Узники покрепче рыли вокруг города окопы. Тех, кто уже не мог работать или тяжело болел, сажали в кузова машин под тент, заворачивали внутрь выхлопную трубу и травили. Машины называли душегубками. Потом трупы вывозили за город и выкидывали по оврагам. Раз в две недели немцы таким образом «чистили» лагерь от лишних ртов. Весной 1944-го фашистам стало понятно, что скоро к Бобруйску подойдут советские войска, и лагерь начали в срочном порядке распускать.
«Мама и я болели тифом. Нас с сёстрами и ещё несколько человек посадили в душегубку, и мы начали прощаться друг с другом. Как вдруг немцы отвели газ, и машина поехала в сторону Могилёва, — вспоминает тот апрельский день Виктор Павлович. — На полпути машина остановилась, немцы открыли кузов и как закричат: «Schnell! Schnell!» (с нем. «Быстро!». — Прим.ред.). Все выскочили, а они — по головам автоматной очередью. Ну мы все в лес ринулись врассыпную. Собрались только к вечеру, и пошли к своим».
О победе узнал в детдоме
Когда семья Голочёвых пришла в лесные куренья, сельчане были ошарашены: все были уверены, что Прасковью с детьми сожгли в 1943-м. Ослабленная голодом и болезнью мама Виктора умерла спустя неделю после возвращения к своим, дети похоронили её на кладбище недалеко от Зеленицы. Несколько месяцев дети жили в курене у деда Трофима и бабушки Татьяны, питались заячьей травой, щавелем, доедали запасы картошки. После освобождения Могилёвской области от фашистских оккупантов Голочёвы вернулись в Зеленицу.
«Наши войска остановились в деревне. Кто-то из офицеров предложил забрать мешок зерна. А мне 8 лет, как я его потащу? Позвал деда, вместе тоже не осилили. Сделали тачку и оттащили мешок домой. Столько счастья, радости было! Целый мешок зерна, — уже не сдерживая слёз, продолжает Виктор Павлович. — Комиссар партизанского отряда был избран председателем райсовета. Вот он и сказал: их мать нас кормила, неужели мы позволим, чтобы её дети умерли с голода?»
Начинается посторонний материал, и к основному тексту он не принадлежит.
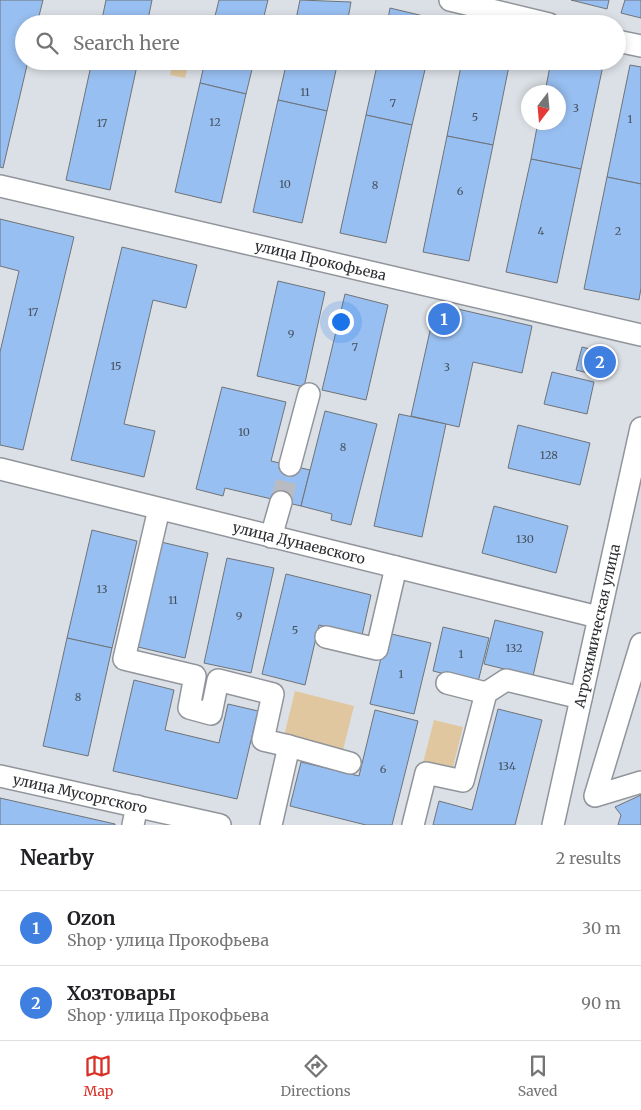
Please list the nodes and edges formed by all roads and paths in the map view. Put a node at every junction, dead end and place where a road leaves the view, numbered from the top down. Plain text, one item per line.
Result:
1 (450, 0) edge
2 (512, 15) edge
3 (626, 43) edge
4 (641, 46) edge
5 (0, 186) edge
6 (641, 335) edge
7 (309, 394) dead end
8 (641, 428) edge
9 (290, 465) tunnel mouth
10 (0, 470) edge
11 (281, 502) tunnel mouth
12 (159, 509) junction
13 (271, 537) junction
14 (396, 567) junction
15 (598, 617) junction
16 (326, 637) dead end
17 (641, 644) edge
18 (447, 683) dead end
19 (486, 694) junction
20 (581, 698) junction
21 (289, 746) junction
22 (350, 763) dead end
23 (0, 776) edge
24 (641, 782) edge
25 (135, 816) edge
26 (220, 825) edge
27 (270, 825) edge
28 (413, 825) edge
29 (553, 825) edge

1 - 2 street
3 - 4 street
5 - 6 street, улица Прокофьева
7 - 9 street
8 - 15 street, Агрохимическая улица
10 - 12 street, улица Дунаевского
11 - 13 street
12 - 13 street, улица Дунаевского
12 - 21 street
13 - 14 street, улица Дунаевского
14 - 15 street, улица Дунаевского
14 - 16 street
15 - 20 street, Агрохимическая улица
17 - 24 street
18 - 19 street
19 - 20 street
19 - 28 street
20 - 29 street, Агрохимическая улица
21 - 22 street
21 - 27 street
23 - 25 street, улица Мусоргского
25 - 26 street, улица Мусоргского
Позже Виктор оказался в детском доме. Там рано утром 9 мая 1945-го его и других сирот разбудила новость о Победе. Дед Трофим прожил до 1952 года. Сестра Виктора Шура умерла на Украине в 2006-м. Старшая сестра Анна прожила в родной Зеленице восемьдесят лет, пока деревня полностью не вымерла. Не стало Анны Павловны в 2016 году. Их отец Павел Голочёв пропал без вести в декабре 1944-го года на территории Чехии.